A lovely and wistful fictionalized account of the friendship of Jackie Bouvier and Lem Billings, covering the period between Jackie’s first meeting with Jack Kennedy and their wedding.

I realized when I started this book that I was pretty vague about Jackie Bouvier and Jack Kennedy during this period, and not much better informed about the subsequent period. I also thought Lem Billings was a fictional character until I read the author’s note at the end but it didn’t affect my enjoyment of the book and subsequent reading of Wikipedia told me little that I hadn't learned through Jackie and Me.

Lem has been friends with Jack Kennedy since school and was virtually part of the Kennedy clan. However, this novel puts Jack somewhat in the background and focuses much more on the relationship between Lem and Jackie. Though Lem narrates from 1981 when he is in poor health and has been left behind by both the Kennedys and Jackie, it is a sunny and joyful depiction of a deep friendship between two people who have more in common with each other than with the charismatic Jack, but who nonetheless feel that relationship is more important.

Jack asks Lem to keep Jackie company, and while Jack isn’t really courting her, he also wants Lem to keep his name in play. Lem, in this telling, plays a pivotal role in their relationship when Jack asks him to talk to her about what marriage with him would be like.

Jack himself is not a particularly sympathetic character: he is steered by his father, is a perpetual philanderer, and uses Lem as both a messenger and a stooge. The Kennedy clan are presented as cruel, insular, and self-absorbed without the glamor that reflects and is reflected off them.

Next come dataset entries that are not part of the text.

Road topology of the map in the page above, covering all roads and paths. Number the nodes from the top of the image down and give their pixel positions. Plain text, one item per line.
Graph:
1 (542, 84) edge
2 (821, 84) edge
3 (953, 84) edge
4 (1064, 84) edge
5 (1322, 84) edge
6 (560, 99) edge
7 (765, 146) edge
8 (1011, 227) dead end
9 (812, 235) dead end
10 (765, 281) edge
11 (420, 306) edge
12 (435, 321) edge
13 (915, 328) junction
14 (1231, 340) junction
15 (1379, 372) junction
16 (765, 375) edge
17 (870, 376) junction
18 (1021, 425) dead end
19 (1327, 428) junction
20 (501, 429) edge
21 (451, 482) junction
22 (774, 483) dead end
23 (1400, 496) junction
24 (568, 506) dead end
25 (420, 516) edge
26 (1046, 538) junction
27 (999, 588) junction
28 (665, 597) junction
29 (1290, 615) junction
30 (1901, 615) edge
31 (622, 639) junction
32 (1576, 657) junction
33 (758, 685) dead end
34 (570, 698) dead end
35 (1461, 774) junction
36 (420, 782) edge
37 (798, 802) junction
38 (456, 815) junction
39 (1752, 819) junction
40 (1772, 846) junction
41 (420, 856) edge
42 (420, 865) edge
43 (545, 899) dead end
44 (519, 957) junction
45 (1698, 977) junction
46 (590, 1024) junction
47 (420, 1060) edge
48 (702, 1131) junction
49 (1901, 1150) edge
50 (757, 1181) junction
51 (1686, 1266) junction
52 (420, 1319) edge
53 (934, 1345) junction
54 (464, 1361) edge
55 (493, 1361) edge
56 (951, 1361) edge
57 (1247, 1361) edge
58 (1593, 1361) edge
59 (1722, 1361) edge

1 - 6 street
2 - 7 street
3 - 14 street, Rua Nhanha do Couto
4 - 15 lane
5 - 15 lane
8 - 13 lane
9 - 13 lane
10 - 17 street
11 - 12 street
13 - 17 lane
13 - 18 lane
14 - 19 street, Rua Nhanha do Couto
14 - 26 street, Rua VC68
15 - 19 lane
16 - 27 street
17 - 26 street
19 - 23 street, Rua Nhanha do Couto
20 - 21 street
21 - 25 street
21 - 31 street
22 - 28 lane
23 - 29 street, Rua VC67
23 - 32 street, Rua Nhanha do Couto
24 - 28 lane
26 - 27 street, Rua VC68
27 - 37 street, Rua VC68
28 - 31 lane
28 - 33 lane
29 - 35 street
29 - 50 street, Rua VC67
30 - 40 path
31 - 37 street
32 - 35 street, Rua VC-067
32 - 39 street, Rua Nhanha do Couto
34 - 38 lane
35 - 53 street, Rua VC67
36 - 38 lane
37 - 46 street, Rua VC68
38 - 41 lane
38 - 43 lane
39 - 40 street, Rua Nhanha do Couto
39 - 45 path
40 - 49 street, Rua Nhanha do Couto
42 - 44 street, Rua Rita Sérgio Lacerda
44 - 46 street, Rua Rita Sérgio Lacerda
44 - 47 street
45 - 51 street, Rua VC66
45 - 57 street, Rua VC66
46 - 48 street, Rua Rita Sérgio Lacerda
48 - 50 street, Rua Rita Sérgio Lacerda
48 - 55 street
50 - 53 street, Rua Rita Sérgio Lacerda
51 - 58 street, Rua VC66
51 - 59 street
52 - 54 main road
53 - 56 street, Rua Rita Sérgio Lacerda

Jackie is a woman of her times (and I do seem to be spending a lot of my reading time with American women in the 1950s) and her class. Though she spent some time in France and has an actual job - Inquiring Photografer with the Washington Times-Herald in which she asks people in the street increasingly loaded questions like “Should engaged people reveal their past?” - she still understands her purpose is to get married and have children. The disparity between how she (and other women) approach the idea of marriage versus how Jack sees it is brutal. Lem, who is so closeted he doesn’t appear to realize it, functions perfectly as the sexless companion to Jackie, though there are a few vignettes of his later, slightly more out life.

Though I learnt a little history, I would recommend this novel as a rich story of a deep friendship of two outsiders who are not sure if they want in but don’t know of any other option.

Thanks to Algonquin Books and Netgalley for the digital review copy.